### Brief
Which lines of the data contain the string "node"? Copy every one of them.

[Stored data entries]
___

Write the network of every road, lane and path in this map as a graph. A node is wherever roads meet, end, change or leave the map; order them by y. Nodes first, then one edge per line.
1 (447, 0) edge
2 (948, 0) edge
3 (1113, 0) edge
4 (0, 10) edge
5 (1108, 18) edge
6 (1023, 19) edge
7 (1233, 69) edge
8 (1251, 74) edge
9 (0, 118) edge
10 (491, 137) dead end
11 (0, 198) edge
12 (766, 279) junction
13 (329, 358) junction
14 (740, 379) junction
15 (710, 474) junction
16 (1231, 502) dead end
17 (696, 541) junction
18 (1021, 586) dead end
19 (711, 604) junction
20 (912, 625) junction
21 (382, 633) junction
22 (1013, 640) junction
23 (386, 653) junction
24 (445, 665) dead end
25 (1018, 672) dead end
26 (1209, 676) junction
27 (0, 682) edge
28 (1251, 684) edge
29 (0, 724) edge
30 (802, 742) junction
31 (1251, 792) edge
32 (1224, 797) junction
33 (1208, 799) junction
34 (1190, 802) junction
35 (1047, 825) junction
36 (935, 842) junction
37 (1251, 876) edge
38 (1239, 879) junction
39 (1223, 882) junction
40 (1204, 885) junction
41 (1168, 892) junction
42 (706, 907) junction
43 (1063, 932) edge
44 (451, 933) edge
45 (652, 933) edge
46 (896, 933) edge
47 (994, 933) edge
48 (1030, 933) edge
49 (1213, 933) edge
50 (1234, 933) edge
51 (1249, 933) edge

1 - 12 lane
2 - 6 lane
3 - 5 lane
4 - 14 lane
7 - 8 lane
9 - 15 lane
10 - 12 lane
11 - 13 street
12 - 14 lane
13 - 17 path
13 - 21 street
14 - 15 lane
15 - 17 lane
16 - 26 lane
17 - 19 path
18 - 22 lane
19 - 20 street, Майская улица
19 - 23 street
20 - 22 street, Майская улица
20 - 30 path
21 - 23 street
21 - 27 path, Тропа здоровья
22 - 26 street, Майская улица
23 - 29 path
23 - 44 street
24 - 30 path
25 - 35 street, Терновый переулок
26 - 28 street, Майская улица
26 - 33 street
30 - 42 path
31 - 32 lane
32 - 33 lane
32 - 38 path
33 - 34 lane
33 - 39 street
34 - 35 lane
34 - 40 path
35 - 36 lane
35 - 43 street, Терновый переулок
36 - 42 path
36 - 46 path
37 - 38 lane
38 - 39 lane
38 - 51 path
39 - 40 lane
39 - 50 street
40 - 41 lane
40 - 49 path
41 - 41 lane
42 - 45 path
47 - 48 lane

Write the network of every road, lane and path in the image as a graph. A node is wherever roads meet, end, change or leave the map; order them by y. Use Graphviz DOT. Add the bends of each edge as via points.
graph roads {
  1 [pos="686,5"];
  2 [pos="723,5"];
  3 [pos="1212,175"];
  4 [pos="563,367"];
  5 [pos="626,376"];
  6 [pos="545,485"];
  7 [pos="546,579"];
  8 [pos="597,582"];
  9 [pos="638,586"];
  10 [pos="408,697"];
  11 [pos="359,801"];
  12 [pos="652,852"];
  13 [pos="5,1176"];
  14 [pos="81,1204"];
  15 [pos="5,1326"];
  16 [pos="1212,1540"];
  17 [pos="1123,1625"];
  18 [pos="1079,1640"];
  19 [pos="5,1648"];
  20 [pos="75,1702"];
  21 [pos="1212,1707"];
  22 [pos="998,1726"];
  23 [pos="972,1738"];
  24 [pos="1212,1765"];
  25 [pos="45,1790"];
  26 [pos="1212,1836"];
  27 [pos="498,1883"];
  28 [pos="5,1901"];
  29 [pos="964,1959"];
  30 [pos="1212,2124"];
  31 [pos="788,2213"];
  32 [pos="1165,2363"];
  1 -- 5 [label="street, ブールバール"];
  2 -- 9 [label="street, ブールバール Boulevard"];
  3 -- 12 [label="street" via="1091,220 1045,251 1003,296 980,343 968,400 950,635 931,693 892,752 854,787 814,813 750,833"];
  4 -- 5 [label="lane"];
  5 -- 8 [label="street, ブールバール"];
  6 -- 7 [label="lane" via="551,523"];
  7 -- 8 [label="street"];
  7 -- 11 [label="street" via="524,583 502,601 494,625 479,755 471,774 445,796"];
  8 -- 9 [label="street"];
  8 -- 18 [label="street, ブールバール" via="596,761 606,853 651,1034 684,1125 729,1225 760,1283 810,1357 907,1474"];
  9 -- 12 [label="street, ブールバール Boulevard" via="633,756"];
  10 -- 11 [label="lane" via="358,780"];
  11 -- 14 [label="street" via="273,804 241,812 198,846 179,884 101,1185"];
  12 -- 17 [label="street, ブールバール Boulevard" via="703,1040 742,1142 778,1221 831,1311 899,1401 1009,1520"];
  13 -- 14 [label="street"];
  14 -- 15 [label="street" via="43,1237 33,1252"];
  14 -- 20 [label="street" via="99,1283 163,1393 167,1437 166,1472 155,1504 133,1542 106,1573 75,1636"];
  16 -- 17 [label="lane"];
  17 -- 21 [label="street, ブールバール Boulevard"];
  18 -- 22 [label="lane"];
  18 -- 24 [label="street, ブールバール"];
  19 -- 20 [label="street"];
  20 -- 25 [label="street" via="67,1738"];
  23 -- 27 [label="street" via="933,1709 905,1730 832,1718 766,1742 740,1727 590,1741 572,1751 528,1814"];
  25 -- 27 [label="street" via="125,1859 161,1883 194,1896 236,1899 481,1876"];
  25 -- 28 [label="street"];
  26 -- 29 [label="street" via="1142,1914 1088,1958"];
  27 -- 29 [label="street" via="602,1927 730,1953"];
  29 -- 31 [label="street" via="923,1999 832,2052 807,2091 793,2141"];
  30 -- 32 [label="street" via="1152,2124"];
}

___

### Written answer
Write the network of every road, lane and path in this map as a graph. A node is wherever roads meet, end, change or leave the map; order them by y. Nodes first, then one edge per line.
Write the network of every road, lane and path in the image as a graph. A node is wherever roads meet, end, change or leave the map; order them by y. Use Graphviz DOT. Add the bends of each edge as via points.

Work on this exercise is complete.